[Collected data entries]

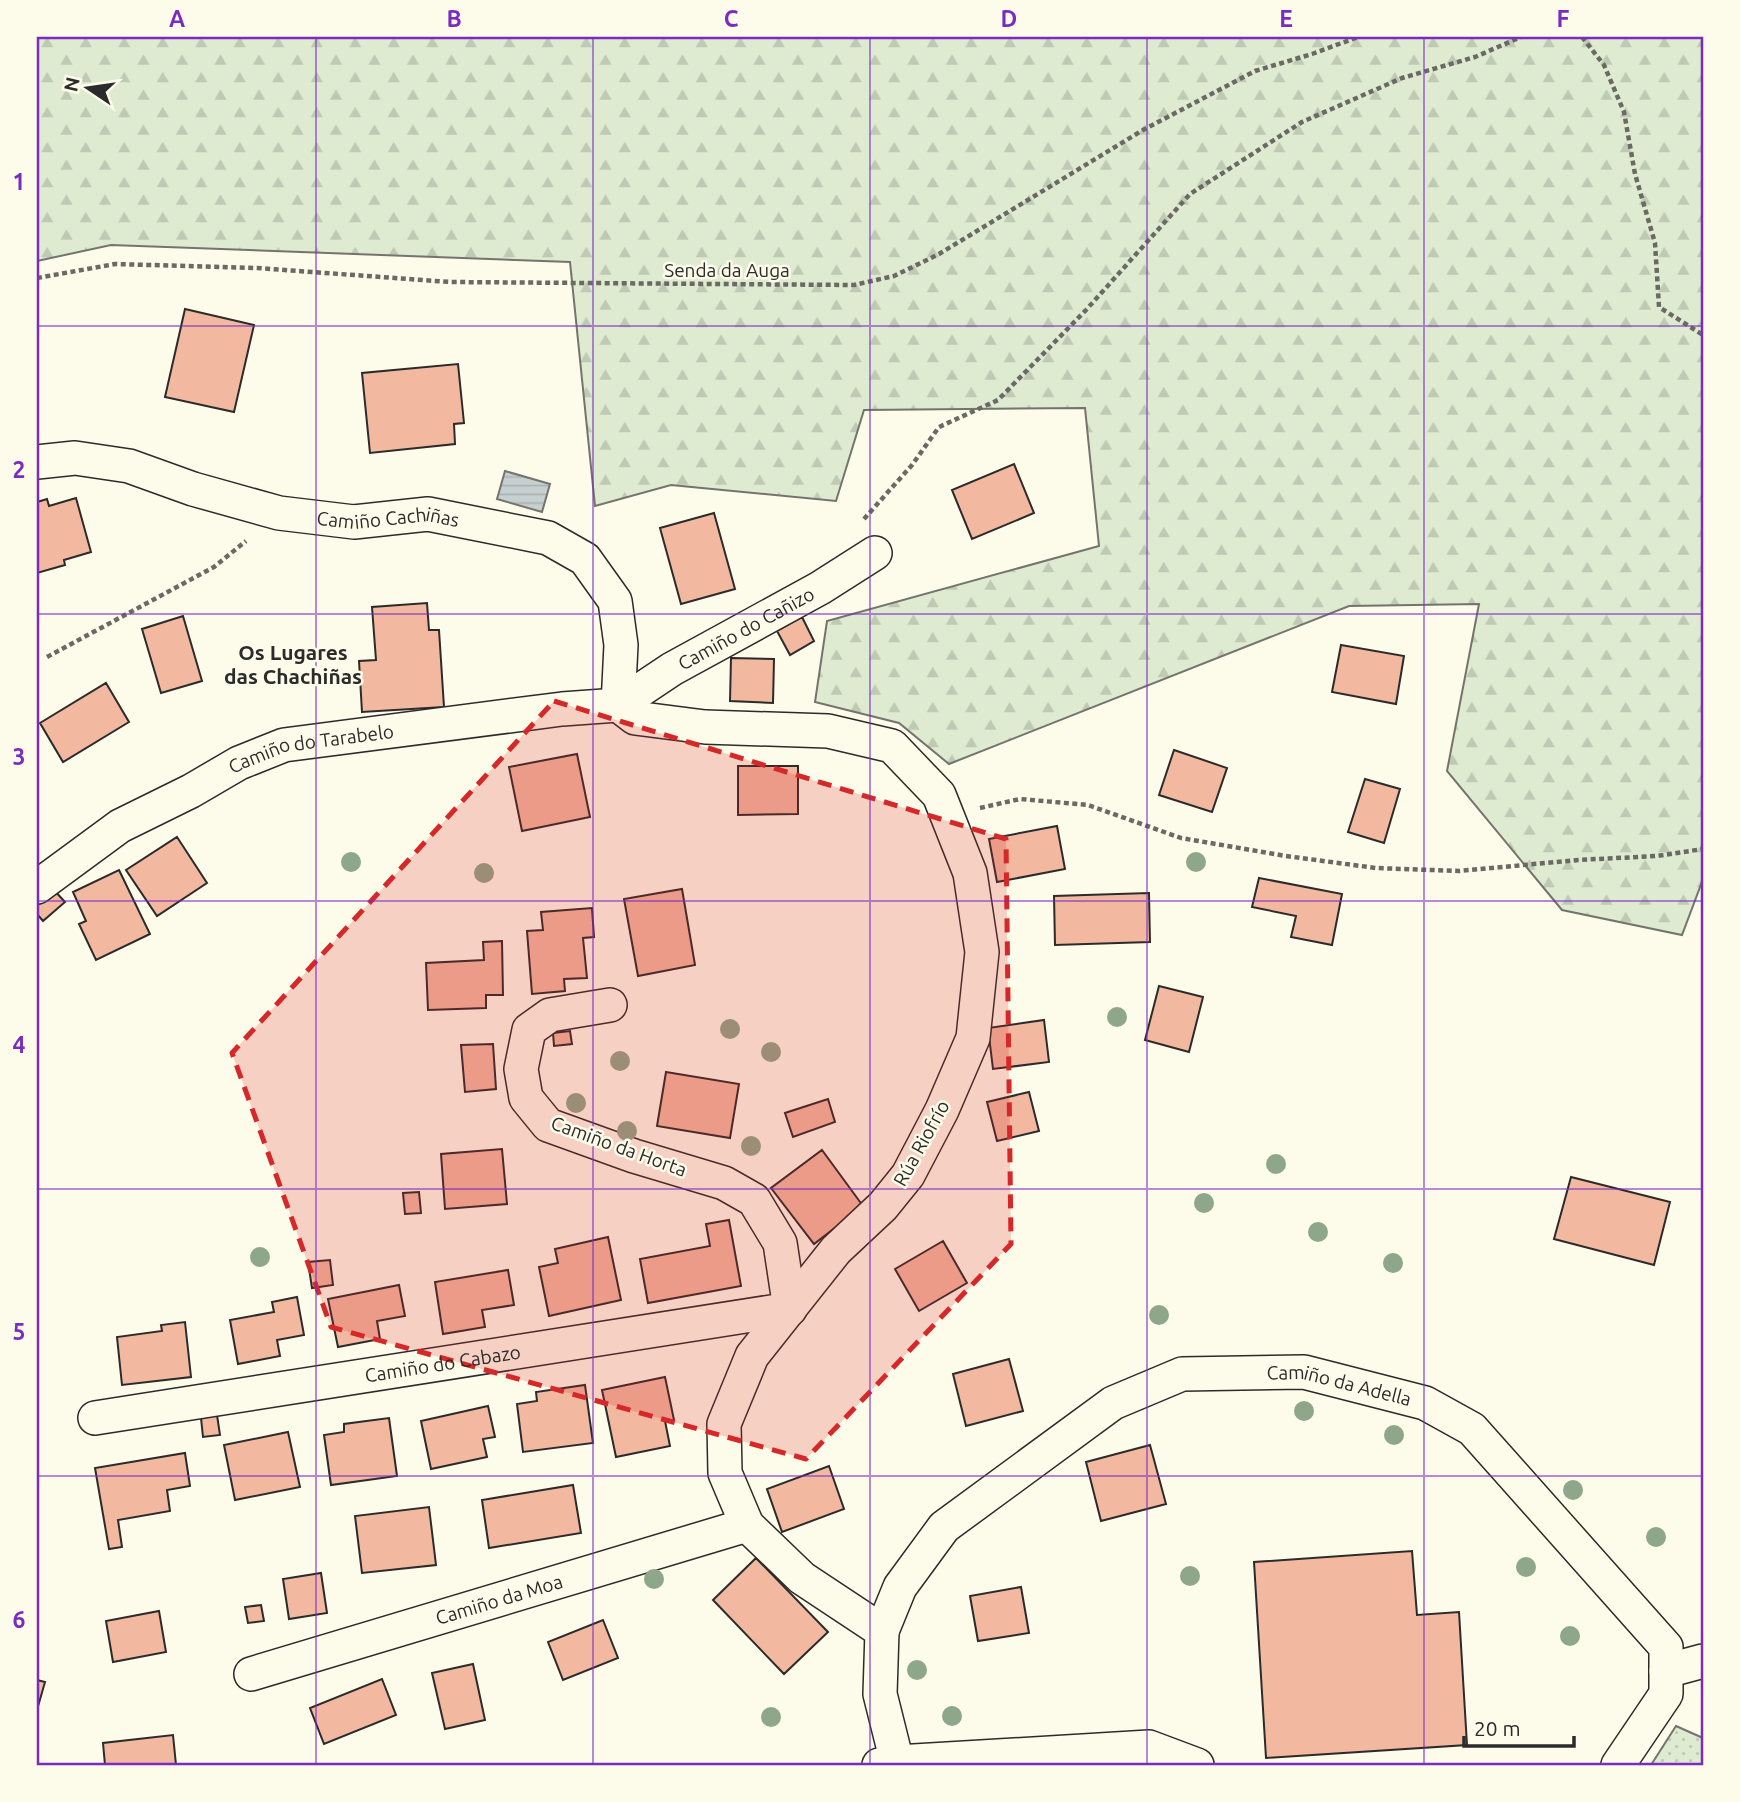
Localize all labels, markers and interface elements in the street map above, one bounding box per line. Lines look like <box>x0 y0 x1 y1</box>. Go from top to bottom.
text: A <box>169 6 185 31</box>
text: B <box>446 6 462 31</box>
text: C <box>724 6 739 31</box>
text: D <box>1001 6 1017 31</box>
text: E <box>1279 6 1293 31</box>
text: F <box>1557 6 1570 31</box>
north arrow <box>52 52 122 122</box>
text: N <box>59 75 84 94</box>
text: 1 <box>13 169 25 194</box>
street label: Senda da Auga <box>664 259 790 281</box>
text: 2 <box>13 457 25 482</box>
street label: Camiño Cachiñas <box>316 503 461 533</box>
street label: Camiño do Cañizo <box>674 582 818 675</box>
district label: Os Lugares das Chachiñas <box>224 640 362 688</box>
street label: Camiño do Tarabelo <box>224 720 395 778</box>
text: 3 <box>13 744 25 769</box>
text: 4 <box>13 1032 26 1057</box>
street label: Rúa Riofrío <box>888 1096 954 1190</box>
street label: Camiño da Horta <box>548 1111 690 1181</box>
text: 5 <box>13 1319 25 1344</box>
street label: Camiño do Cabazo <box>363 1340 522 1387</box>
street label: Camiño da Adella <box>1266 1361 1414 1410</box>
street label: Camiño da Moa <box>433 1570 565 1629</box>
text: 6 <box>13 1607 26 1632</box>
scale bar <box>1464 1704 1574 1748</box>
text: 20 m <box>1474 1716 1521 1740</box>

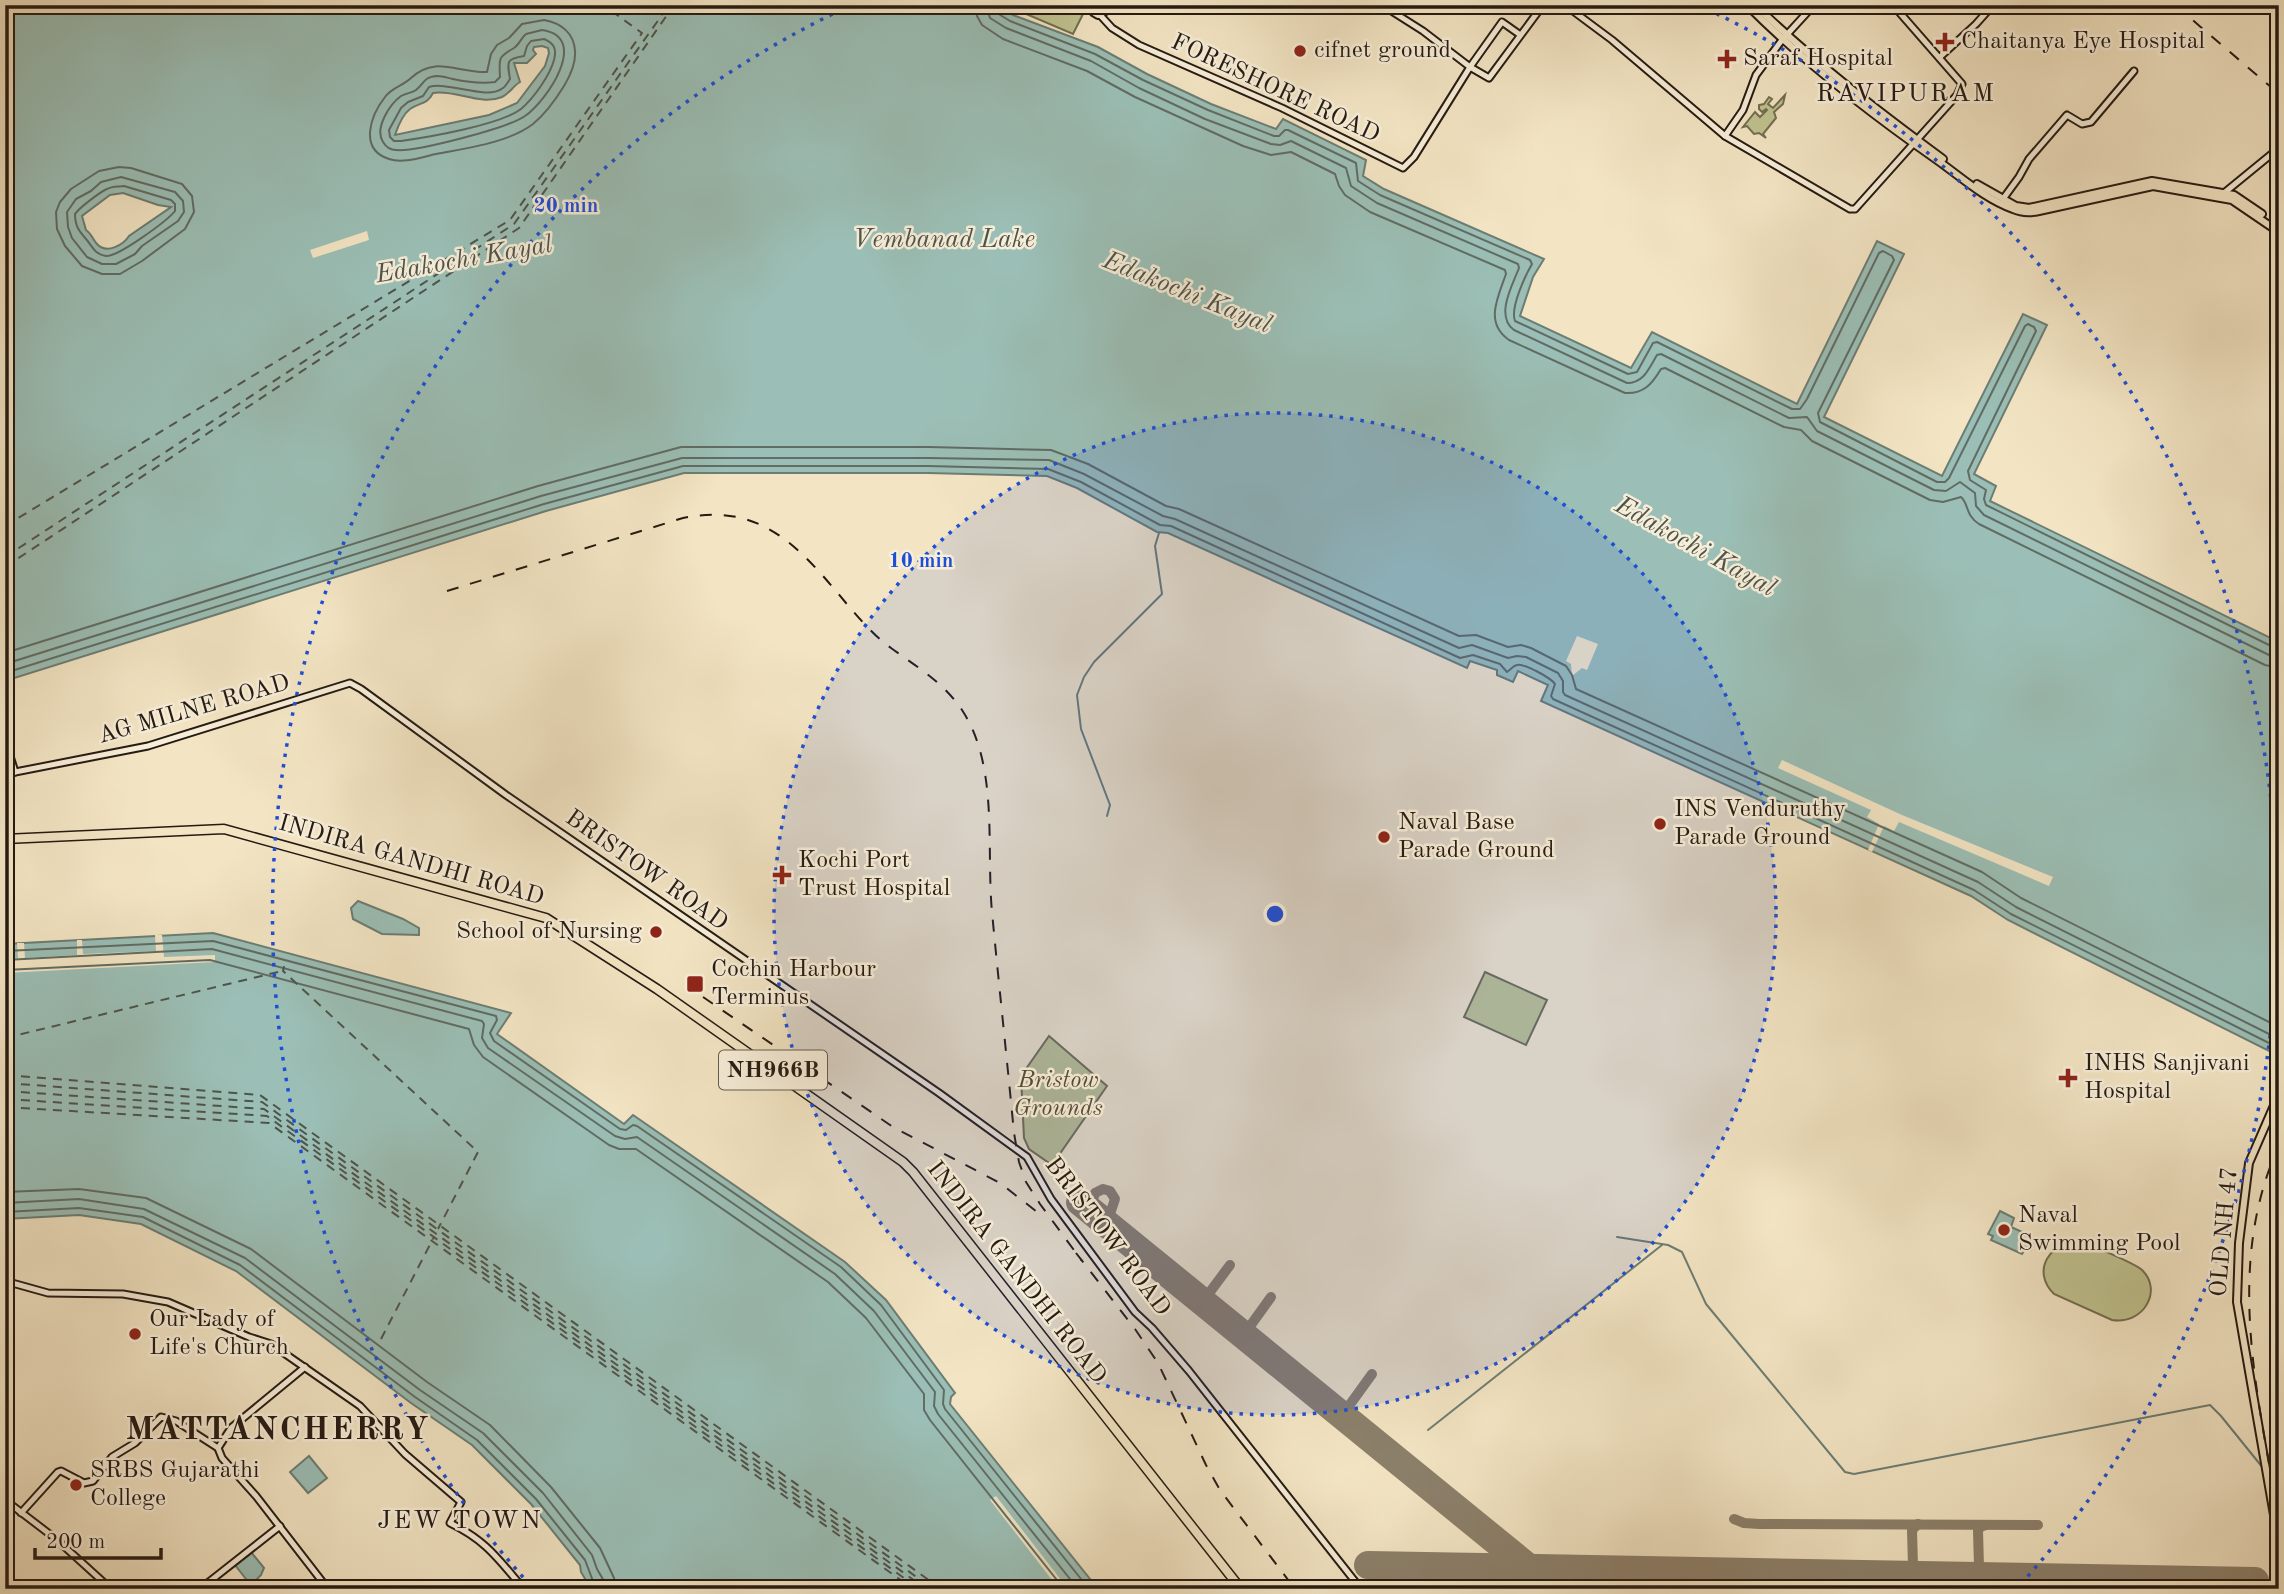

# Action item:
What is the number of lines in the data that hold the string "Camiño"? Answer with the number only.

# Solution to this problem:
7